**TASK REQUIREMENTS**
Write out each entry word for word.

RECORDED DATA START

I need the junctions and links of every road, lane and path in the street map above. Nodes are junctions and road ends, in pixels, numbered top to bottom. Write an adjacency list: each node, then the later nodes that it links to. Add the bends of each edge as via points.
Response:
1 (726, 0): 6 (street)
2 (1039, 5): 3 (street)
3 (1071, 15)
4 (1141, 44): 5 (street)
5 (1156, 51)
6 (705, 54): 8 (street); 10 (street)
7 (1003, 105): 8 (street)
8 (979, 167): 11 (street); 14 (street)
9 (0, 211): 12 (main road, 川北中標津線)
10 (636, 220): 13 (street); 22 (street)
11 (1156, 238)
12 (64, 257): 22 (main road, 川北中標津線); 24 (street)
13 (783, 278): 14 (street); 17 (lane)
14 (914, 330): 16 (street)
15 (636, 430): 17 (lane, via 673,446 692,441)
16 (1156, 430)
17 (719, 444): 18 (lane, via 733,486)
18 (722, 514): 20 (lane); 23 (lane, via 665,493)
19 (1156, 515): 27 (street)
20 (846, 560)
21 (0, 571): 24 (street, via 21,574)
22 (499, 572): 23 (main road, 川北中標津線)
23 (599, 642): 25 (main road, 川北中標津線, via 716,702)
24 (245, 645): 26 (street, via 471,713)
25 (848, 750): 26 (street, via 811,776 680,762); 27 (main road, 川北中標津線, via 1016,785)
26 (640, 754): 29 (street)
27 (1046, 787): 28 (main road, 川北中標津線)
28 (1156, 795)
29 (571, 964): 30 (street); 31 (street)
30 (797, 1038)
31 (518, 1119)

RECORDED DATA END

**EXERCISE RESPONSE**
I need the junctions and links of every road, lane and path in the street map above. Nodes are junctions and road ends, in pixels, numbered top to bottom. Write an adjacency list: each node, then the later nodes that it links to. Add the bends of each edge as via points.
Response:
1 (726, 0): 6 (street)
2 (1039, 5): 3 (street)
3 (1071, 15)
4 (1141, 44): 5 (street)
5 (1156, 51)
6 (705, 54): 8 (street); 10 (street)
7 (1003, 105): 8 (street)
8 (979, 167): 11 (street); 14 (street)
9 (0, 211): 12 (main road, 川北中標津線)
10 (636, 220): 13 (street); 22 (street)
11 (1156, 238)
12 (64, 257): 22 (main road, 川北中標津線); 24 (street)
13 (783, 278): 14 (street); 17 (lane)
14 (914, 330): 16 (street)
15 (636, 430): 17 (lane, via 673,446 692,441)
16 (1156, 430)
17 (719, 444): 18 (lane, via 733,486)
18 (722, 514): 20 (lane); 23 (lane, via 665,493)
19 (1156, 515): 27 (street)
20 (846, 560)
21 (0, 571): 24 (street, via 21,574)
22 (499, 572): 23 (main road, 川北中標津線)
23 (599, 642): 25 (main road, 川北中標津線, via 716,702)
24 (245, 645): 26 (street, via 471,713)
25 (848, 750): 26 (street, via 811,776 680,762); 27 (main road, 川北中標津線, via 1016,785)
26 (640, 754): 29 (street)
27 (1046, 787): 28 (main road, 川北中標津線)
28 (1156, 795)
29 (571, 964): 30 (street); 31 (street)
30 (797, 1038)
31 (518, 1119)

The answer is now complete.